**Assignment:**
Repeat the data. Keep each line identical.

**Recorded data:**
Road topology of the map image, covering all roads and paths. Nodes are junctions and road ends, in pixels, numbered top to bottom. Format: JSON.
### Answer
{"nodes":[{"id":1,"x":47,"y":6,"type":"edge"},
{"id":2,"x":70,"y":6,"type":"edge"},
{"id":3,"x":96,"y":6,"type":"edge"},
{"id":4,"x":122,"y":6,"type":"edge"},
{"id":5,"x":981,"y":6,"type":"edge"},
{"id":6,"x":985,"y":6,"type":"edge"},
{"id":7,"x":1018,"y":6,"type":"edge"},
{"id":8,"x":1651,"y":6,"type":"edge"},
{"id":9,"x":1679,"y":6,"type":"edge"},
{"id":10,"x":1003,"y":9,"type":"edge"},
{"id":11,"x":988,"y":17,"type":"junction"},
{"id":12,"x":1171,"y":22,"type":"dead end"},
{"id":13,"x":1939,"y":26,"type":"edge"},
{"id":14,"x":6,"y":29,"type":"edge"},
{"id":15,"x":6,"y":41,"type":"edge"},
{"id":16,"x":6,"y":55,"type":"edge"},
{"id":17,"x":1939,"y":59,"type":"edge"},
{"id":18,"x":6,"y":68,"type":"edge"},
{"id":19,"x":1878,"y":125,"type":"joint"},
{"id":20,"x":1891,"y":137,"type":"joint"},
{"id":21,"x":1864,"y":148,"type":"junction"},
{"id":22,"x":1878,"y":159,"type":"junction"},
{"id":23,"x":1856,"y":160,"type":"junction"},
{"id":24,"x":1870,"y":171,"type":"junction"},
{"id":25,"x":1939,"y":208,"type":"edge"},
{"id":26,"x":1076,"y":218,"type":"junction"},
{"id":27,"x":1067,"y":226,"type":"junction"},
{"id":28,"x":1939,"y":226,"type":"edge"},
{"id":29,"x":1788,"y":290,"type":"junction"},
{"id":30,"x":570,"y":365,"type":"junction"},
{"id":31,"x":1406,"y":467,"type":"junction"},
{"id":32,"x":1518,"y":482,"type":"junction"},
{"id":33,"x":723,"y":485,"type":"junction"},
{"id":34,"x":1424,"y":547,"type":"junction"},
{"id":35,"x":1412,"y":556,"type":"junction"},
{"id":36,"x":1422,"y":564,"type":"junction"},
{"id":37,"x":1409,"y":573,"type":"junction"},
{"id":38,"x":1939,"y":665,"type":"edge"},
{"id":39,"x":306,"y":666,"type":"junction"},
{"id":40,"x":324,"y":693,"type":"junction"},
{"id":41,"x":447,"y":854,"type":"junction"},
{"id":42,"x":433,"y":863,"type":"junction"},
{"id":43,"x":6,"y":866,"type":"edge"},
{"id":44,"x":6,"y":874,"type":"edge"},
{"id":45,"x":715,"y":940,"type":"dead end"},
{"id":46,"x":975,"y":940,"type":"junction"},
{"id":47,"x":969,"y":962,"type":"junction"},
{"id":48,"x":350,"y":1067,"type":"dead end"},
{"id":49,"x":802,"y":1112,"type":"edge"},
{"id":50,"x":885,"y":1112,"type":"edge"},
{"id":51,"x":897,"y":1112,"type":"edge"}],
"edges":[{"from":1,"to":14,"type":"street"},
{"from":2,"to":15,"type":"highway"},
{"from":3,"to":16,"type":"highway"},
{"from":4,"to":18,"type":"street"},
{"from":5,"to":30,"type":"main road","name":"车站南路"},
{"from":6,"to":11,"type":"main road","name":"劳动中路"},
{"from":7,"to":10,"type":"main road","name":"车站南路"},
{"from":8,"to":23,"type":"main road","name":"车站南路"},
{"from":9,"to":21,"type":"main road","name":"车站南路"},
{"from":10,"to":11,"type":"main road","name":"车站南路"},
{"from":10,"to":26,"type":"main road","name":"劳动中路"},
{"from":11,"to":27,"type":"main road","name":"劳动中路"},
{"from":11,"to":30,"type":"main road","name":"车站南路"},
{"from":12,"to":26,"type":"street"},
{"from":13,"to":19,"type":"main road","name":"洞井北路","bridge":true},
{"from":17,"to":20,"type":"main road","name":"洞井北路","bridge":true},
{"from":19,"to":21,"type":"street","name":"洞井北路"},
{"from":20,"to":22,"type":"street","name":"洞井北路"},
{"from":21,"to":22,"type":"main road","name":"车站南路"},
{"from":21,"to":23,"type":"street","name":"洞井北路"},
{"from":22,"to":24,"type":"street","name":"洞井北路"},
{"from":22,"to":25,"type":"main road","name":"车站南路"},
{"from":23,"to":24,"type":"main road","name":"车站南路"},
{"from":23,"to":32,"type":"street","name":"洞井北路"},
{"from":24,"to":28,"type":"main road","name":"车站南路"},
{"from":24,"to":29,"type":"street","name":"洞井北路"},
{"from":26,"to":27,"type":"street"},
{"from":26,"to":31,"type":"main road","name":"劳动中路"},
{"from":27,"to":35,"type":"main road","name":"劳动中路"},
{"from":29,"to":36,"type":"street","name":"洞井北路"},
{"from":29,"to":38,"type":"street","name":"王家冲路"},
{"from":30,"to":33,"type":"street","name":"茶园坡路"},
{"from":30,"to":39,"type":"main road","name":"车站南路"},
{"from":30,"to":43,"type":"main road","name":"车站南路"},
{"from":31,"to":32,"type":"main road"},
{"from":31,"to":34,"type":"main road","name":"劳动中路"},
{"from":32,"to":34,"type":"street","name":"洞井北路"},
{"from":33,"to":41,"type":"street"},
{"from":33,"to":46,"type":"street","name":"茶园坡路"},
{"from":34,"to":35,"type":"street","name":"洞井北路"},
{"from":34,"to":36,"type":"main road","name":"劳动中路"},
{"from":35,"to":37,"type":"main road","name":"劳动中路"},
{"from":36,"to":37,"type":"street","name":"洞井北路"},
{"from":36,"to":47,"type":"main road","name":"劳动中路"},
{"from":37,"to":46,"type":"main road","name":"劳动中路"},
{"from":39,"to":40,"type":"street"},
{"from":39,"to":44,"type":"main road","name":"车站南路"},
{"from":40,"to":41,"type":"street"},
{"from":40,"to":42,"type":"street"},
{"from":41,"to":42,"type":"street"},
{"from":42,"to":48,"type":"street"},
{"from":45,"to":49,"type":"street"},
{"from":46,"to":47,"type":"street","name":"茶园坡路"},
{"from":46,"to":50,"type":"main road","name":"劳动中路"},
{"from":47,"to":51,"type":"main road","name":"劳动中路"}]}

**Reply to the exercise:**
Road topology of the map image, covering all roads and paths. Nodes are junctions and road ends, in pixels, numbered top to bottom. Format: JSON.
### Answer
{"nodes":[{"id":1,"x":47,"y":6,"type":"edge"},
{"id":2,"x":70,"y":6,"type":"edge"},
{"id":3,"x":96,"y":6,"type":"edge"},
{"id":4,"x":122,"y":6,"type":"edge"},
{"id":5,"x":981,"y":6,"type":"edge"},
{"id":6,"x":985,"y":6,"type":"edge"},
{"id":7,"x":1018,"y":6,"type":"edge"},
{"id":8,"x":1651,"y":6,"type":"edge"},
{"id":9,"x":1679,"y":6,"type":"edge"},
{"id":10,"x":1003,"y":9,"type":"edge"},
{"id":11,"x":988,"y":17,"type":"junction"},
{"id":12,"x":1171,"y":22,"type":"dead end"},
{"id":13,"x":1939,"y":26,"type":"edge"},
{"id":14,"x":6,"y":29,"type":"edge"},
{"id":15,"x":6,"y":41,"type":"edge"},
{"id":16,"x":6,"y":55,"type":"edge"},
{"id":17,"x":1939,"y":59,"type":"edge"},
{"id":18,"x":6,"y":68,"type":"edge"},
{"id":19,"x":1878,"y":125,"type":"joint"},
{"id":20,"x":1891,"y":137,"type":"joint"},
{"id":21,"x":1864,"y":148,"type":"junction"},
{"id":22,"x":1878,"y":159,"type":"junction"},
{"id":23,"x":1856,"y":160,"type":"junction"},
{"id":24,"x":1870,"y":171,"type":"junction"},
{"id":25,"x":1939,"y":208,"type":"edge"},
{"id":26,"x":1076,"y":218,"type":"junction"},
{"id":27,"x":1067,"y":226,"type":"junction"},
{"id":28,"x":1939,"y":226,"type":"edge"},
{"id":29,"x":1788,"y":290,"type":"junction"},
{"id":30,"x":570,"y":365,"type":"junction"},
{"id":31,"x":1406,"y":467,"type":"junction"},
{"id":32,"x":1518,"y":482,"type":"junction"},
{"id":33,"x":723,"y":485,"type":"junction"},
{"id":34,"x":1424,"y":547,"type":"junction"},
{"id":35,"x":1412,"y":556,"type":"junction"},
{"id":36,"x":1422,"y":564,"type":"junction"},
{"id":37,"x":1409,"y":573,"type":"junction"},
{"id":38,"x":1939,"y":665,"type":"edge"},
{"id":39,"x":306,"y":666,"type":"junction"},
{"id":40,"x":324,"y":693,"type":"junction"},
{"id":41,"x":447,"y":854,"type":"junction"},
{"id":42,"x":433,"y":863,"type":"junction"},
{"id":43,"x":6,"y":866,"type":"edge"},
{"id":44,"x":6,"y":874,"type":"edge"},
{"id":45,"x":715,"y":940,"type":"dead end"},
{"id":46,"x":975,"y":940,"type":"junction"},
{"id":47,"x":969,"y":962,"type":"junction"},
{"id":48,"x":350,"y":1067,"type":"dead end"},
{"id":49,"x":802,"y":1112,"type":"edge"},
{"id":50,"x":885,"y":1112,"type":"edge"},
{"id":51,"x":897,"y":1112,"type":"edge"}],
"edges":[{"from":1,"to":14,"type":"street"},
{"from":2,"to":15,"type":"highway"},
{"from":3,"to":16,"type":"highway"},
{"from":4,"to":18,"type":"street"},
{"from":5,"to":30,"type":"main road","name":"车站南路"},
{"from":6,"to":11,"type":"main road","name":"劳动中路"},
{"from":7,"to":10,"type":"main road","name":"车站南路"},
{"from":8,"to":23,"type":"main road","name":"车站南路"},
{"from":9,"to":21,"type":"main road","name":"车站南路"},
{"from":10,"to":11,"type":"main road","name":"车站南路"},
{"from":10,"to":26,"type":"main road","name":"劳动中路"},
{"from":11,"to":27,"type":"main road","name":"劳动中路"},
{"from":11,"to":30,"type":"main road","name":"车站南路"},
{"from":12,"to":26,"type":"street"},
{"from":13,"to":19,"type":"main road","name":"洞井北路","bridge":true},
{"from":17,"to":20,"type":"main road","name":"洞井北路","bridge":true},
{"from":19,"to":21,"type":"street","name":"洞井北路"},
{"from":20,"to":22,"type":"street","name":"洞井北路"},
{"from":21,"to":22,"type":"main road","name":"车站南路"},
{"from":21,"to":23,"type":"street","name":"洞井北路"},
{"from":22,"to":24,"type":"street","name":"洞井北路"},
{"from":22,"to":25,"type":"main road","name":"车站南路"},
{"from":23,"to":24,"type":"main road","name":"车站南路"},
{"from":23,"to":32,"type":"street","name":"洞井北路"},
{"from":24,"to":28,"type":"main road","name":"车站南路"},
{"from":24,"to":29,"type":"street","name":"洞井北路"},
{"from":26,"to":27,"type":"street"},
{"from":26,"to":31,"type":"main road","name":"劳动中路"},
{"from":27,"to":35,"type":"main road","name":"劳动中路"},
{"from":29,"to":36,"type":"street","name":"洞井北路"},
{"from":29,"to":38,"type":"street","name":"王家冲路"},
{"from":30,"to":33,"type":"street","name":"茶园坡路"},
{"from":30,"to":39,"type":"main road","name":"车站南路"},
{"from":30,"to":43,"type":"main road","name":"车站南路"},
{"from":31,"to":32,"type":"main road"},
{"from":31,"to":34,"type":"main road","name":"劳动中路"},
{"from":32,"to":34,"type":"street","name":"洞井北路"},
{"from":33,"to":41,"type":"street"},
{"from":33,"to":46,"type":"street","name":"茶园坡路"},
{"from":34,"to":35,"type":"street","name":"洞井北路"},
{"from":34,"to":36,"type":"main road","name":"劳动中路"},
{"from":35,"to":37,"type":"main road","name":"劳动中路"},
{"from":36,"to":37,"type":"street","name":"洞井北路"},
{"from":36,"to":47,"type":"main road","name":"劳动中路"},
{"from":37,"to":46,"type":"main road","name":"劳动中路"},
{"from":39,"to":40,"type":"street"},
{"from":39,"to":44,"type":"main road","name":"车站南路"},
{"from":40,"to":41,"type":"street"},
{"from":40,"to":42,"type":"street"},
{"from":41,"to":42,"type":"street"},
{"from":42,"to":48,"type":"street"},
{"from":45,"to":49,"type":"street"},
{"from":46,"to":47,"type":"street","name":"茶园坡路"},
{"from":46,"to":50,"type":"main road","name":"劳动中路"},
{"from":47,"to":51,"type":"main road","name":"劳动中路"}]}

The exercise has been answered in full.